Lei accennava poco fa a uno strano magnetismo di suo padre. Vuol spiegarsi meglio?

In famiglia chiamavamo scherzosamente Totò «lo stregone». Aveva una forza misteriosa negli occhi e nelle mani. Riusciva a spingere una persona senza toccarla, ci liberava dal mal di testa in un attimo accostando le mani alla nostra fronte. Lui stesso non sapeva spiegarsi l’origine di questo suo potere. Quasi se ne vergognava: «Trascino il pubblico per forza di magia», diceva, «che merito ho?».

Gli occhi: sono stati il più grosso tormento di Totò, ci ha raccontato la vedova Franca Faldini. Suo padre le parlava dell’ossessione della cecità?

Si sforzava di non farmene partecipe, ma gli argini cadevano nei momenti di depressione. Franca vi ha fatto la cronistoria della corioretinite emorragica, che colpì mio padre nel '57, ma devo aggiungere che Totò aveva perso la vista dall’occhio sinistro fin dal ’39. per un distacco di retina. Due interventi chirurgici non poterono porvi rimedio. La verità è che Totò fu costretto a lavorare con un occhio solo per quasi trent’anni.

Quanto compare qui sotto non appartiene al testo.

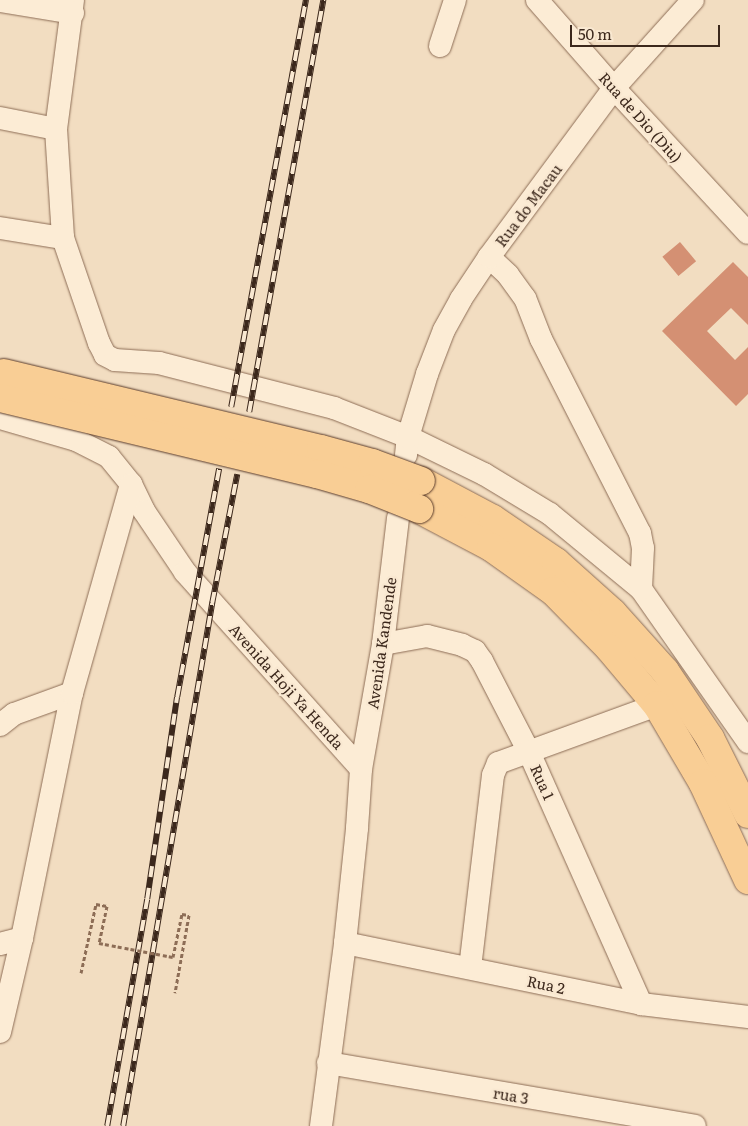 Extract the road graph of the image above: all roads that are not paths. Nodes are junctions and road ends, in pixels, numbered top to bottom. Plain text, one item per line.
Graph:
1 (455, 0) edge
2 (537, 0) edge
3 (693, 0) edge
4 (0, 1) edge
5 (73, 7) edge
6 (440, 46) dead end
7 (614, 88) junction
8 (0, 118) edge
9 (56, 129) junction
10 (0, 228) edge
11 (748, 233) edge
12 (63, 238) junction
13 (488, 257) junction
14 (1, 385) edge
15 (0, 418) edge
16 (407, 446) junction
17 (131, 484) junction
18 (409, 513) junction
19 (641, 589) junction
20 (383, 644) junction
21 (72, 693) junction
22 (657, 706) junction
23 (0, 725) edge
24 (748, 742) edge
25 (529, 752) junction
26 (361, 769) junction
27 (748, 814) edge
28 (748, 880) edge
29 (22, 938) junction
30 (345, 943) junction
31 (0, 944) edge
32 (470, 968) junction
33 (641, 1004) junction
34 (748, 1017) edge
35 (0, 1032) edge
36 (328, 1063) junction
37 (321, 1126) edge
38 (695, 1126) edge

1 - 6 street
2 - 7 street, Rua de Dio (Diu)
3 - 7 street, Rua do Macau
4 - 5 street
5 - 9 street
7 - 11 street, Rua de Dio (Diu)
7 - 13 street, Rua do Macau
8 - 9 street
9 - 12 street
10 - 12 street
12 - 16 street
13 - 16 street, Rua do Macau
13 - 19 street
14 - 18 main road, bridge
14 - 27 main road, bridge
15 - 17 street, Avenida Hoji Ya Henda
16 - 19 street
17 - 21 street
17 - 26 street, Avenida Hoji Ya Henda
18 - 20 street, Avenida Kandende
18 - 22 main road
19 - 24 street
20 - 25 street, Rua 1
20 - 26 street, Avenida Kandende
21 - 23 street
21 - 29 street
22 - 25 street
22 - 28 main road
25 - 32 street
25 - 33 street, Rua 1
26 - 30 street
29 - 31 street
29 - 35 street
30 - 32 street, Rua 2
30 - 36 street
32 - 33 street, Rua 2
33 - 34 street, Rua 2
36 - 37 street
36 - 38 street, rua 3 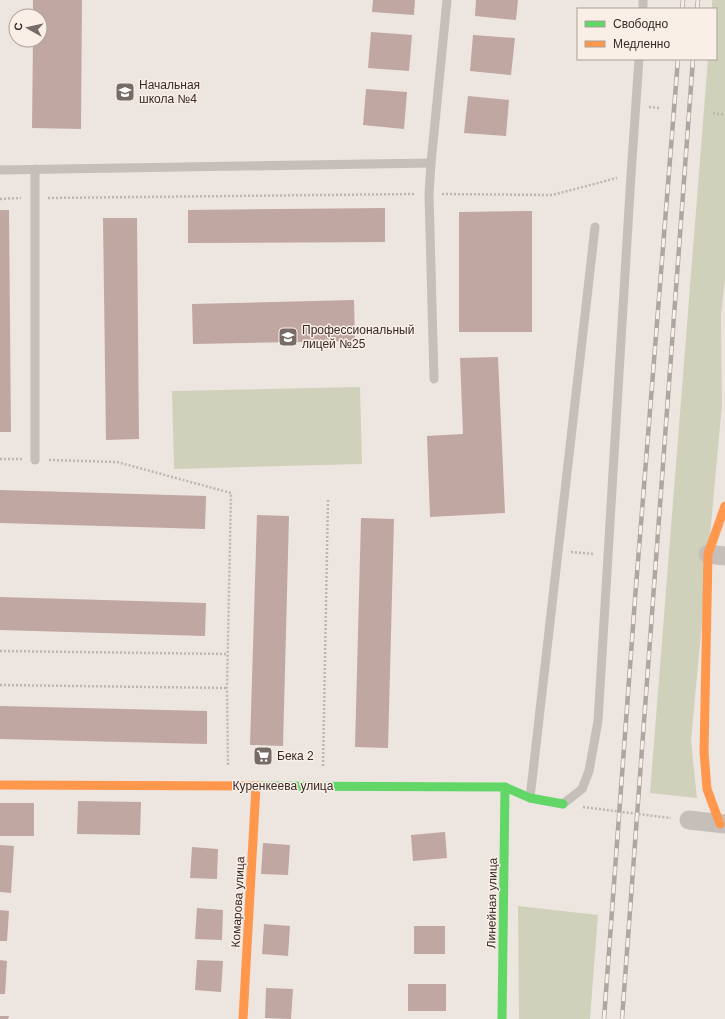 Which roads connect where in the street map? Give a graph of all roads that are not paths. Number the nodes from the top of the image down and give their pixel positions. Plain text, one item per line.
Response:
1 (447, 0) edge
2 (639, 60) edge
3 (431, 163) junction
4 (35, 169) junction
5 (0, 170) edge
6 (595, 227) dead end
7 (434, 379) dead end
8 (35, 460) road end
9 (725, 506) edge
10 (716, 555) edge
11 (0, 785) edge
12 (256, 786) junction
13 (505, 787) junction
14 (530, 798) junction
15 (563, 804) joint
16 (688, 820) road end
17 (723, 824) edge
18 (243, 1019) edge
19 (502, 1019) edge

1 - 3 lane
2 - 15 lane
3 - 4 lane
3 - 7 lane
4 - 5 lane
4 - 8 lane
6 - 14 lane
9 - 10 street
10 - 17 street
11 - 12 street, Куренкеева улица
12 - 13 street, Куренкеева улица
12 - 18 street, Комарова улица
13 - 14 street, Куренкеева улица
13 - 19 street, Линейная улица
14 - 15 street, Куренкеева улица
16 - 17 street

Suo padre si fece riconoscere dai tribunali una filastrocca di titoli araldici, altezza imperiale, discendente dagli imperatori di Costantinopoli, conte palatino, cavaliere del Sacro Romano Impero e via dicendo, come si legge nel Libro d’oro dell’aristocrazia. Ma poi raccontava di aver promosso barone un suo cane lupo e visconte il barboncino Peppe. Totò teneva davvero molto al rango principesco?

Papà aveva questa debolezza dei titoli e ne aveva rivendicato i diritti con tenacia, ma in sostanza era un uomo del popolo: non frequentava l'aristocrazia, stava bene fra la gente comune, gli «spiccioli della società» come diceva. Era di natura umile, si lucidava le scarpe da solo per «non abusare della servitù», la faceva sedere alla sua tavola nelle feste, evitava di rimproverare ballerine e comparse della sua troupe; tanta tolleranza scatenò più volte la babilonia nelle compagnie.

Diceva Totò: «È ridicolo tenersi sopra gli altri, tanto ci aspetta ’a livella». Alludeva alla morte, come nel titolo del suo libro di poesie dialettali. Negli ultimi tempi ripeteva pacatamente i versi di ’O schiattamuorto, il becchino:

Ormai per me il trapasso è ’na pazziella; è ’nu passaggio dal sonoro al muto.
E quanno s'è stutata ’a lampetella
significa ca ll’opera è fernuta
e ’o primm’ attore s’è ghiuto a cuccà»
.

Ormai per me il trapasso è un gioco - è un passaggio dal sonoro al muto. - E quando si è spenta la lampadina - significa che l’opera è finita - e il primo attore è andato a dormire.